### [TASK TO COMPLETE]
Records follow. Copy every line with "Cambridge".

[Stored data]
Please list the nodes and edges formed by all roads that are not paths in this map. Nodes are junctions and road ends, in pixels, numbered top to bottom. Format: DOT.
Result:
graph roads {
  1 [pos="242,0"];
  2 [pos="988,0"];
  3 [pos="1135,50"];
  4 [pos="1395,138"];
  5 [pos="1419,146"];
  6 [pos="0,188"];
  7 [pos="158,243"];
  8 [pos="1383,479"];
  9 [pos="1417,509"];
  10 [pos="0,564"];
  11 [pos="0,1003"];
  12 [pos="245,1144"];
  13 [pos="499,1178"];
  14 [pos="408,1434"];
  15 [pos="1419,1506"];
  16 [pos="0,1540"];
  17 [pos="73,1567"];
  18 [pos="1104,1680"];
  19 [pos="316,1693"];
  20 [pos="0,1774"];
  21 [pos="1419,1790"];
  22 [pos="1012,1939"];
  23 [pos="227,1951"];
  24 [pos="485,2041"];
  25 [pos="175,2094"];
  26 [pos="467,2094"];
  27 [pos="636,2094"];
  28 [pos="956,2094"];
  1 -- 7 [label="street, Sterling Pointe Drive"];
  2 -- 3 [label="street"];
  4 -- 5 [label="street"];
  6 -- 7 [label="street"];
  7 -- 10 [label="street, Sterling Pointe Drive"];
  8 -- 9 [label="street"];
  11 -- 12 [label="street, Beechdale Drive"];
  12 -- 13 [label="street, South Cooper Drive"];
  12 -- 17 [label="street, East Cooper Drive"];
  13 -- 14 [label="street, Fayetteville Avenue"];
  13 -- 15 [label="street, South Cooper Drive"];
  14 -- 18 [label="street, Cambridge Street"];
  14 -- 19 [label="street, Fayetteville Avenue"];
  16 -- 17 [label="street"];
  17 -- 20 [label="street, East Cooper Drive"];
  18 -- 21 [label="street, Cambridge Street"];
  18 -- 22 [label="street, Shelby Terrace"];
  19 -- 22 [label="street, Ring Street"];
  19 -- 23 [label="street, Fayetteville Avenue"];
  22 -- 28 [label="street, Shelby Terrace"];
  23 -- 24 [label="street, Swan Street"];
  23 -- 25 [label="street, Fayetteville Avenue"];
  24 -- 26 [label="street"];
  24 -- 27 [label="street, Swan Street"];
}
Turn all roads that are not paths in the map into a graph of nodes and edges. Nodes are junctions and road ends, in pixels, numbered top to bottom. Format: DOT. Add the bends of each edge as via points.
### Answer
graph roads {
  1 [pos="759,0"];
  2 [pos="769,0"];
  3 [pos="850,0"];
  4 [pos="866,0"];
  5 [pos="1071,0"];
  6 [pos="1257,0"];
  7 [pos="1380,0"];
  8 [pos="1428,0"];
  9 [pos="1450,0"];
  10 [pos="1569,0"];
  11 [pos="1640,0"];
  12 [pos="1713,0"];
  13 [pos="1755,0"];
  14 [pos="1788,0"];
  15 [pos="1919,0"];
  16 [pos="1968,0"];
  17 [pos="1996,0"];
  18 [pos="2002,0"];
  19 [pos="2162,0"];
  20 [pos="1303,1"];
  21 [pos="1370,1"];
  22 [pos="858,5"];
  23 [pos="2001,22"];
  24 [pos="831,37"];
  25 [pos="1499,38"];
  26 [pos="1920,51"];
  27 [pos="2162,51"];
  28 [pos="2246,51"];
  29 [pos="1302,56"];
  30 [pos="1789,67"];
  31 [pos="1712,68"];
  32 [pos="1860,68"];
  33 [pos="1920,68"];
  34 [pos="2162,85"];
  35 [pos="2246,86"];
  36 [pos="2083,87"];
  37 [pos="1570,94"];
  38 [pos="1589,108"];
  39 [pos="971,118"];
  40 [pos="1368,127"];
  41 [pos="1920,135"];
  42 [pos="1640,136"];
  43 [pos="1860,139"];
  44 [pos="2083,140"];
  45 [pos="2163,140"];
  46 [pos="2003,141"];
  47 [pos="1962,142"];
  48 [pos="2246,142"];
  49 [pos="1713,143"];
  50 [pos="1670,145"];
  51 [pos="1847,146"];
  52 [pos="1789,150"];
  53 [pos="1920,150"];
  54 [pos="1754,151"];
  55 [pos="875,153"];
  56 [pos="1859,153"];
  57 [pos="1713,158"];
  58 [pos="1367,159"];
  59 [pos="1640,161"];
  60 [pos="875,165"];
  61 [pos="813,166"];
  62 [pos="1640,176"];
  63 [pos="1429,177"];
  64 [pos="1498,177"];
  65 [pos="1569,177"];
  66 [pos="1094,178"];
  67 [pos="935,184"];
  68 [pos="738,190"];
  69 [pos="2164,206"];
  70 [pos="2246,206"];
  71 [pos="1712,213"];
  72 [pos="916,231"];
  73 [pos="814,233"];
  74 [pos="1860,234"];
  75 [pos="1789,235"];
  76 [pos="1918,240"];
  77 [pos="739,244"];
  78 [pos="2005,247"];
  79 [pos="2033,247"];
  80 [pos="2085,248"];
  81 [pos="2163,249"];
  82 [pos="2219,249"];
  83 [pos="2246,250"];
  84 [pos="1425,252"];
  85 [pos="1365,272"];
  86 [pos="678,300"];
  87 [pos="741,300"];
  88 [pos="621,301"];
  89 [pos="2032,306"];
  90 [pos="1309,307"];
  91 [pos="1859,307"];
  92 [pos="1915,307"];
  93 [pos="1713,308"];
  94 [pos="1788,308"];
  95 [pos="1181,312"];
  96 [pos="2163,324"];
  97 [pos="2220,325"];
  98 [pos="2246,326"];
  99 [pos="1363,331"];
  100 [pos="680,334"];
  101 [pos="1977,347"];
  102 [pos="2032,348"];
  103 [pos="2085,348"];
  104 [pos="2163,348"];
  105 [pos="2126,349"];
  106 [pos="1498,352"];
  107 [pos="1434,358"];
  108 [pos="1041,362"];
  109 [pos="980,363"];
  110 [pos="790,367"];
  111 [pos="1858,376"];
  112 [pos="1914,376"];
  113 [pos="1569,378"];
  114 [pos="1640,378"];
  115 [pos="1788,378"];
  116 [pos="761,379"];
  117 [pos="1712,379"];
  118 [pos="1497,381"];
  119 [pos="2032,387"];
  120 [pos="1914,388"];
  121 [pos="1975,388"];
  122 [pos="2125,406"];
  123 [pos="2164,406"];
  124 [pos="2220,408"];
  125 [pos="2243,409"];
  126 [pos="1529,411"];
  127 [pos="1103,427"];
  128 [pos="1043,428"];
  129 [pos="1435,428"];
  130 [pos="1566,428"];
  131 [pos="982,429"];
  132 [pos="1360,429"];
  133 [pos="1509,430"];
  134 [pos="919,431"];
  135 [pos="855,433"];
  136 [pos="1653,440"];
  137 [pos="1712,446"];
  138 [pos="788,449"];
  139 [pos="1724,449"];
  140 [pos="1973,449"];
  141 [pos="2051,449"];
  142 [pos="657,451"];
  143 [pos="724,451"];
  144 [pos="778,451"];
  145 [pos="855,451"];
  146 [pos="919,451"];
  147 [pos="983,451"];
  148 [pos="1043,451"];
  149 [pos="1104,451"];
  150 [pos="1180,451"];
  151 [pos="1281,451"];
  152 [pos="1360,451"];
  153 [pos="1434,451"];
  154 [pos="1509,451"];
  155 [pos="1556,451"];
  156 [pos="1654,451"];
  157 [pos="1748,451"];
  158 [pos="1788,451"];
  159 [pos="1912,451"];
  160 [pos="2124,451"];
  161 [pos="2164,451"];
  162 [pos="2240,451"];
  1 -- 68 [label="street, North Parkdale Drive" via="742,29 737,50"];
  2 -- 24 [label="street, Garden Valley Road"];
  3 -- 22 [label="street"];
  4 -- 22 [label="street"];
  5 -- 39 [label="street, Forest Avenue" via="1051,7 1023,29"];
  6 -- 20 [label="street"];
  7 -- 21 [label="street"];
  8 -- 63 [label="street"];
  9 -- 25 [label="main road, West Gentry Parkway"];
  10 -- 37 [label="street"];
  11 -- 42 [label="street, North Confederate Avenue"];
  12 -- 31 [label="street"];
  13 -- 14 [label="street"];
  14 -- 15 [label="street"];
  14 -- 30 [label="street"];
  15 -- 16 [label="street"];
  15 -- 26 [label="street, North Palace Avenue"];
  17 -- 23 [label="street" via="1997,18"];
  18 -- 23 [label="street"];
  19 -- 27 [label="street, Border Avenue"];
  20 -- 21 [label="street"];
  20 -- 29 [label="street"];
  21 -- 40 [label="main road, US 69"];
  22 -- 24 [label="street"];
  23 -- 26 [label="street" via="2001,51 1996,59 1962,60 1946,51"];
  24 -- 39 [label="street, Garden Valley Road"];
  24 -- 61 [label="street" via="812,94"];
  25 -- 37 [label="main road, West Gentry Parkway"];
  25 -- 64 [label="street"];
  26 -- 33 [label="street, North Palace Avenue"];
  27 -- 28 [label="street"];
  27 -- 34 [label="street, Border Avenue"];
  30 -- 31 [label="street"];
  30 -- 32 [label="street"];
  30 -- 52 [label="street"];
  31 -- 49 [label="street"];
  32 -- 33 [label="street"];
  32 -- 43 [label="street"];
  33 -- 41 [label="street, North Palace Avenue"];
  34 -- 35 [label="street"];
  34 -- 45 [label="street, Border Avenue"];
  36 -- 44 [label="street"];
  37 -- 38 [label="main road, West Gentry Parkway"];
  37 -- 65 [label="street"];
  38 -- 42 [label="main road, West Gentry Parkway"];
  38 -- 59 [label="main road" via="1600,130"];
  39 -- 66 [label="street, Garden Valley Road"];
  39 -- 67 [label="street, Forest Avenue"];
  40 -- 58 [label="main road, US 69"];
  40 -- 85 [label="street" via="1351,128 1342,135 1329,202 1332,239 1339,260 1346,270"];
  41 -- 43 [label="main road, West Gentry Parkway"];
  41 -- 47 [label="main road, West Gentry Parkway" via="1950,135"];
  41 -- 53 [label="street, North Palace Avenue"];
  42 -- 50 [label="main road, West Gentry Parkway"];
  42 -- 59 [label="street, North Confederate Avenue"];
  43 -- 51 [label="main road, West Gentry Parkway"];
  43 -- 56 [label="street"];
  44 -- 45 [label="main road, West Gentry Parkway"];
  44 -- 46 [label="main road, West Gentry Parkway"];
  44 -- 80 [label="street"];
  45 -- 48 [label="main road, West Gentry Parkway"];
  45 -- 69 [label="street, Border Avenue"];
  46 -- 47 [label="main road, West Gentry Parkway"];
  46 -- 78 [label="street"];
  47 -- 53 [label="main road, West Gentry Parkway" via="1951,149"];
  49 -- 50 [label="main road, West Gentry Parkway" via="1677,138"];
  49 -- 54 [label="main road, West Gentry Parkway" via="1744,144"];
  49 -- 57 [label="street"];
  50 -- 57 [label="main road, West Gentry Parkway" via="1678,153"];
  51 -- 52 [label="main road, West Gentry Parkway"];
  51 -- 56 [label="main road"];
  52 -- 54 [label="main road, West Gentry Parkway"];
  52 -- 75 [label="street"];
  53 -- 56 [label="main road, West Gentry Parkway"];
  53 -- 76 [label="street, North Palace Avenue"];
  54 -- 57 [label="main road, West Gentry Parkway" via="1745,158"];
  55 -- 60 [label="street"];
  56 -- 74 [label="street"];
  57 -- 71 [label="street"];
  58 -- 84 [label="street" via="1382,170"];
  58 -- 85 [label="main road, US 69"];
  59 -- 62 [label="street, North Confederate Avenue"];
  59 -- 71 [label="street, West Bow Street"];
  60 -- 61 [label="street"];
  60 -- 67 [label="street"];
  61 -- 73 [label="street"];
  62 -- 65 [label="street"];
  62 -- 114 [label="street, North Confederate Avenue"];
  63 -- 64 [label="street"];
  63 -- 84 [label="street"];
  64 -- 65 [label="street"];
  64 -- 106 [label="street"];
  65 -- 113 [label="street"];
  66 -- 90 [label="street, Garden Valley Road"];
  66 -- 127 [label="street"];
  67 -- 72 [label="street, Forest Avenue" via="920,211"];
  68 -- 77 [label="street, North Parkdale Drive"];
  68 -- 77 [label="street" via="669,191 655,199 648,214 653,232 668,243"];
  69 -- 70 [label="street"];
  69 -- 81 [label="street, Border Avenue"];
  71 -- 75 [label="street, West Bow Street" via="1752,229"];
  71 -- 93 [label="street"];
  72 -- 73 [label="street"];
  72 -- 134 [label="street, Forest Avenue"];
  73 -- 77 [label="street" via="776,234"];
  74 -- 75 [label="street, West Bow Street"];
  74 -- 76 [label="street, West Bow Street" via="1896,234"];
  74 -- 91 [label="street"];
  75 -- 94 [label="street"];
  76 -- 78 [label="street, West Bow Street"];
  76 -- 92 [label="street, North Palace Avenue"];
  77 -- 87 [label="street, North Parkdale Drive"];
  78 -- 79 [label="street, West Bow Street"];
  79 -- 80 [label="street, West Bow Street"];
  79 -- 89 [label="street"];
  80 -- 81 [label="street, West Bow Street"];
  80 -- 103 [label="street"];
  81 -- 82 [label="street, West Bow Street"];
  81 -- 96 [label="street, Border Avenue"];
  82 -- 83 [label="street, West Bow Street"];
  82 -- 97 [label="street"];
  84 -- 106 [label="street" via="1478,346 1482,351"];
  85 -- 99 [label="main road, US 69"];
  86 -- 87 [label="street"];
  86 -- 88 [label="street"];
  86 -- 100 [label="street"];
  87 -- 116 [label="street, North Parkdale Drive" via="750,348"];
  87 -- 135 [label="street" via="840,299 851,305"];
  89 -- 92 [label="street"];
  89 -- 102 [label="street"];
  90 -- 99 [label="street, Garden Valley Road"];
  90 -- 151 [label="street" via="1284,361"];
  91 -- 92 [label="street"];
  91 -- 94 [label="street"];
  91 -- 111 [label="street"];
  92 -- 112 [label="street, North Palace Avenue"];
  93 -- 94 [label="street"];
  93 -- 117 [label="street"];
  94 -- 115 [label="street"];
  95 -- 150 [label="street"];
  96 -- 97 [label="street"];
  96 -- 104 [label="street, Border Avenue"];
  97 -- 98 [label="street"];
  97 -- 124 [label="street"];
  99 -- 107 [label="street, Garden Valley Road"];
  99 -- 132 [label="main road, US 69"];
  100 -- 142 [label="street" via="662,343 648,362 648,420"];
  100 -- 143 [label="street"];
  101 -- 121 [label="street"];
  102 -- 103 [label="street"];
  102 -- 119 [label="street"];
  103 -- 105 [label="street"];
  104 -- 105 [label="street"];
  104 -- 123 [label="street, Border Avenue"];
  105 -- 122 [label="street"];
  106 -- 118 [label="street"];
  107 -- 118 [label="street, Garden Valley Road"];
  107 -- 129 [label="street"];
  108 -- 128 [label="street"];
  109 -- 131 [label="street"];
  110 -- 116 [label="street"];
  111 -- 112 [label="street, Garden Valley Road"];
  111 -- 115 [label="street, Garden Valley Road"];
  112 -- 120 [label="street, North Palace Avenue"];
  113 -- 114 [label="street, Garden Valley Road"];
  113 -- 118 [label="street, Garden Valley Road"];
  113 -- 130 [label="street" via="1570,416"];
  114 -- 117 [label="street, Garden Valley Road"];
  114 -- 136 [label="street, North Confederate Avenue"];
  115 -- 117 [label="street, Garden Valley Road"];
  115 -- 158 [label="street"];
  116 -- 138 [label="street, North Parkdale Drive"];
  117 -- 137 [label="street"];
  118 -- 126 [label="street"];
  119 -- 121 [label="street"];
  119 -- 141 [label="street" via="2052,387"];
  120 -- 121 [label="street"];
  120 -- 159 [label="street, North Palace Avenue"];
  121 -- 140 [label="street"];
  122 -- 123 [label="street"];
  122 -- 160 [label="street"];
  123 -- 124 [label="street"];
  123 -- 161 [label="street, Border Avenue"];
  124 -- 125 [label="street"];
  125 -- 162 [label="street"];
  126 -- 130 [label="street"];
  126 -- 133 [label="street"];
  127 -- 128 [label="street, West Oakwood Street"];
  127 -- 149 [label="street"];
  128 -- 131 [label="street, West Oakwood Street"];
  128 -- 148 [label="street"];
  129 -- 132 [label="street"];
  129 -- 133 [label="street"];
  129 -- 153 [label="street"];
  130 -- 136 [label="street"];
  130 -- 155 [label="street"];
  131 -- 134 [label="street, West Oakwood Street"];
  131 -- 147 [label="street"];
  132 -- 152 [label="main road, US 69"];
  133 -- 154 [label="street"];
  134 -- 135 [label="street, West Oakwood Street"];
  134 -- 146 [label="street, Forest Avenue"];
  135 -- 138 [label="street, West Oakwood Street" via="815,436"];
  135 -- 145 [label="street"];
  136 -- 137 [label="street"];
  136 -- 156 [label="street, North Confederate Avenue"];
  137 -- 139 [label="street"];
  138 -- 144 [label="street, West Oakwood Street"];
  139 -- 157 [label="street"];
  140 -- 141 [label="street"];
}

### [ANSWER SECTION]
  14 -- 18 [label="street, Cambridge Street"];
  18 -- 21 [label="street, Cambridge Street"];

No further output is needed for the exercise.